** Opening SUPPLIED MATERIAL block **
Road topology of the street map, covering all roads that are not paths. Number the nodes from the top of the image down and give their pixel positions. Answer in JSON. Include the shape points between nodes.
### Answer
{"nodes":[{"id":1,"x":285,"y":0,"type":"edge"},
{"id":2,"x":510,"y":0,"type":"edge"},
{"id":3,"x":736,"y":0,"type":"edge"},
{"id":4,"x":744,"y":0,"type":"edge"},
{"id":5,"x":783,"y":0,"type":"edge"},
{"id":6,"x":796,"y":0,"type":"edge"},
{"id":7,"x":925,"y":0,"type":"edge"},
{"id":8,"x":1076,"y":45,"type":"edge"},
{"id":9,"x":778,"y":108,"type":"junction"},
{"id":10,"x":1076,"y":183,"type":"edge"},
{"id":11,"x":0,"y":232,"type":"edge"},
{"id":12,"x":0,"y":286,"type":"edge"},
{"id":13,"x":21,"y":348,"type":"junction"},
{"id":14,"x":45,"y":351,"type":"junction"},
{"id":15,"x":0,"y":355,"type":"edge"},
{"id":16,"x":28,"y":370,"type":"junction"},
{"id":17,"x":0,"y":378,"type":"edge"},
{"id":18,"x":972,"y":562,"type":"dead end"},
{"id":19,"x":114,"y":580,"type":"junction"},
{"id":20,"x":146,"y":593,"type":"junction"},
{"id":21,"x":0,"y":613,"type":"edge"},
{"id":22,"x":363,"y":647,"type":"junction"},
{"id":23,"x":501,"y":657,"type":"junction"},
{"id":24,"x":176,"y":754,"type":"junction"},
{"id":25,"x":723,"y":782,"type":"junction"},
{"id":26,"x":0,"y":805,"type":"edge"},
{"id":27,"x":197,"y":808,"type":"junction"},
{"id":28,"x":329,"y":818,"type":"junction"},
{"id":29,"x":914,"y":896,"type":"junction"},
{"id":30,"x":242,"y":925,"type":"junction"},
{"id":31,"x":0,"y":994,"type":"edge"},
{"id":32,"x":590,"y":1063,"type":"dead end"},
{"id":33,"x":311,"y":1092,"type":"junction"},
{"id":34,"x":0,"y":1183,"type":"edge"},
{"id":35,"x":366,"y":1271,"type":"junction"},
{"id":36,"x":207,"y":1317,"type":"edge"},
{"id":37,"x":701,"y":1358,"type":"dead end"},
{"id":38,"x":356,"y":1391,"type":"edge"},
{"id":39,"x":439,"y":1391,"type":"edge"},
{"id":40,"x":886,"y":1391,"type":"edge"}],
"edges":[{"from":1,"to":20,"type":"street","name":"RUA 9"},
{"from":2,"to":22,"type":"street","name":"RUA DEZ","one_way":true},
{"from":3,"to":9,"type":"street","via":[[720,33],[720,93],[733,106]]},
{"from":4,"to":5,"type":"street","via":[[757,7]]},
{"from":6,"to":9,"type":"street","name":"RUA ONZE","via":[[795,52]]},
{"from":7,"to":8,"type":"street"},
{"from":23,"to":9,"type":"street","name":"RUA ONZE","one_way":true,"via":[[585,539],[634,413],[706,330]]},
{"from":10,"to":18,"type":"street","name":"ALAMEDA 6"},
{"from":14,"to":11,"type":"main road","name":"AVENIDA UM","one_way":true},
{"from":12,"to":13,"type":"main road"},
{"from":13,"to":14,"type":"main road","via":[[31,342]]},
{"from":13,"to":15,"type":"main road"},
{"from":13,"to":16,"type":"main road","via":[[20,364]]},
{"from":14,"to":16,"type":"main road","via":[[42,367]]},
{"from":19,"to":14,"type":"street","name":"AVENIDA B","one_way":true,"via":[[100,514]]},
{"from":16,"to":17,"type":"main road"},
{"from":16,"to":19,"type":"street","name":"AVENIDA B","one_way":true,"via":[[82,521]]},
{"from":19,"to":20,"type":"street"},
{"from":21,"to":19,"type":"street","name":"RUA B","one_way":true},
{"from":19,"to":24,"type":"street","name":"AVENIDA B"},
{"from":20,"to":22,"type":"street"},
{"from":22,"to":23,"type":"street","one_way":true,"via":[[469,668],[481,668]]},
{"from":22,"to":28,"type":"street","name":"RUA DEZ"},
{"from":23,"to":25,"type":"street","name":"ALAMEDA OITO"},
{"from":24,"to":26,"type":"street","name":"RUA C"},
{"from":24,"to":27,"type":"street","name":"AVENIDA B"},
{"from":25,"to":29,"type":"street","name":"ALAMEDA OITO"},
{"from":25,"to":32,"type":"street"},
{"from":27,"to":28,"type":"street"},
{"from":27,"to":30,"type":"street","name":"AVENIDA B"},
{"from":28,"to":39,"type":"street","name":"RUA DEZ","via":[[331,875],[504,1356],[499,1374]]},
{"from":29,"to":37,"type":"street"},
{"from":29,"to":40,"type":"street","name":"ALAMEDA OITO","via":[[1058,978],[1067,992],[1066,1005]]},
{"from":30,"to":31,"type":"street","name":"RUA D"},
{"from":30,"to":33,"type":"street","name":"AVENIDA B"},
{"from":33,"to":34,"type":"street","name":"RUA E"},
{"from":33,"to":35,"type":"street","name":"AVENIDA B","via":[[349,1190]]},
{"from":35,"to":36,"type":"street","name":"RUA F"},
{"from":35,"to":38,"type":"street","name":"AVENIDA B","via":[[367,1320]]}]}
** Closing SUPPLIED MATERIAL block **
WHAT THE TASK ASKS: Could you write out all the records exactly, please?

SOLUTION BELOW:
Road topology of the street map, covering all roads that are not paths. Number the nodes from the top of the image down and give their pixel positions. Answer in JSON. Include the shape points between nodes.
### Answer
{"nodes":[{"id":1,"x":285,"y":0,"type":"edge"},
{"id":2,"x":510,"y":0,"type":"edge"},
{"id":3,"x":736,"y":0,"type":"edge"},
{"id":4,"x":744,"y":0,"type":"edge"},
{"id":5,"x":783,"y":0,"type":"edge"},
{"id":6,"x":796,"y":0,"type":"edge"},
{"id":7,"x":925,"y":0,"type":"edge"},
{"id":8,"x":1076,"y":45,"type":"edge"},
{"id":9,"x":778,"y":108,"type":"junction"},
{"id":10,"x":1076,"y":183,"type":"edge"},
{"id":11,"x":0,"y":232,"type":"edge"},
{"id":12,"x":0,"y":286,"type":"edge"},
{"id":13,"x":21,"y":348,"type":"junction"},
{"id":14,"x":45,"y":351,"type":"junction"},
{"id":15,"x":0,"y":355,"type":"edge"},
{"id":16,"x":28,"y":370,"type":"junction"},
{"id":17,"x":0,"y":378,"type":"edge"},
{"id":18,"x":972,"y":562,"type":"dead end"},
{"id":19,"x":114,"y":580,"type":"junction"},
{"id":20,"x":146,"y":593,"type":"junction"},
{"id":21,"x":0,"y":613,"type":"edge"},
{"id":22,"x":363,"y":647,"type":"junction"},
{"id":23,"x":501,"y":657,"type":"junction"},
{"id":24,"x":176,"y":754,"type":"junction"},
{"id":25,"x":723,"y":782,"type":"junction"},
{"id":26,"x":0,"y":805,"type":"edge"},
{"id":27,"x":197,"y":808,"type":"junction"},
{"id":28,"x":329,"y":818,"type":"junction"},
{"id":29,"x":914,"y":896,"type":"junction"},
{"id":30,"x":242,"y":925,"type":"junction"},
{"id":31,"x":0,"y":994,"type":"edge"},
{"id":32,"x":590,"y":1063,"type":"dead end"},
{"id":33,"x":311,"y":1092,"type":"junction"},
{"id":34,"x":0,"y":1183,"type":"edge"},
{"id":35,"x":366,"y":1271,"type":"junction"},
{"id":36,"x":207,"y":1317,"type":"edge"},
{"id":37,"x":701,"y":1358,"type":"dead end"},
{"id":38,"x":356,"y":1391,"type":"edge"},
{"id":39,"x":439,"y":1391,"type":"edge"},
{"id":40,"x":886,"y":1391,"type":"edge"}],
"edges":[{"from":1,"to":20,"type":"street","name":"RUA 9"},
{"from":2,"to":22,"type":"street","name":"RUA DEZ","one_way":true},
{"from":3,"to":9,"type":"street","via":[[720,33],[720,93],[733,106]]},
{"from":4,"to":5,"type":"street","via":[[757,7]]},
{"from":6,"to":9,"type":"street","name":"RUA ONZE","via":[[795,52]]},
{"from":7,"to":8,"type":"street"},
{"from":23,"to":9,"type":"street","name":"RUA ONZE","one_way":true,"via":[[585,539],[634,413],[706,330]]},
{"from":10,"to":18,"type":"street","name":"ALAMEDA 6"},
{"from":14,"to":11,"type":"main road","name":"AVENIDA UM","one_way":true},
{"from":12,"to":13,"type":"main road"},
{"from":13,"to":14,"type":"main road","via":[[31,342]]},
{"from":13,"to":15,"type":"main road"},
{"from":13,"to":16,"type":"main road","via":[[20,364]]},
{"from":14,"to":16,"type":"main road","via":[[42,367]]},
{"from":19,"to":14,"type":"street","name":"AVENIDA B","one_way":true,"via":[[100,514]]},
{"from":16,"to":17,"type":"main road"},
{"from":16,"to":19,"type":"street","name":"AVENIDA B","one_way":true,"via":[[82,521]]},
{"from":19,"to":20,"type":"street"},
{"from":21,"to":19,"type":"street","name":"RUA B","one_way":true},
{"from":19,"to":24,"type":"street","name":"AVENIDA B"},
{"from":20,"to":22,"type":"street"},
{"from":22,"to":23,"type":"street","one_way":true,"via":[[469,668],[481,668]]},
{"from":22,"to":28,"type":"street","name":"RUA DEZ"},
{"from":23,"to":25,"type":"street","name":"ALAMEDA OITO"},
{"from":24,"to":26,"type":"street","name":"RUA C"},
{"from":24,"to":27,"type":"street","name":"AVENIDA B"},
{"from":25,"to":29,"type":"street","name":"ALAMEDA OITO"},
{"from":25,"to":32,"type":"street"},
{"from":27,"to":28,"type":"street"},
{"from":27,"to":30,"type":"street","name":"AVENIDA B"},
{"from":28,"to":39,"type":"street","name":"RUA DEZ","via":[[331,875],[504,1356],[499,1374]]},
{"from":29,"to":37,"type":"street"},
{"from":29,"to":40,"type":"street","name":"ALAMEDA OITO","via":[[1058,978],[1067,992],[1066,1005]]},
{"from":30,"to":31,"type":"street","name":"RUA D"},
{"from":30,"to":33,"type":"street","name":"AVENIDA B"},
{"from":33,"to":34,"type":"street","name":"RUA E"},
{"from":33,"to":35,"type":"street","name":"AVENIDA B","via":[[349,1190]]},
{"from":35,"to":36,"type":"street","name":"RUA F"},
{"from":35,"to":38,"type":"street","name":"AVENIDA B","via":[[367,1320]]}]}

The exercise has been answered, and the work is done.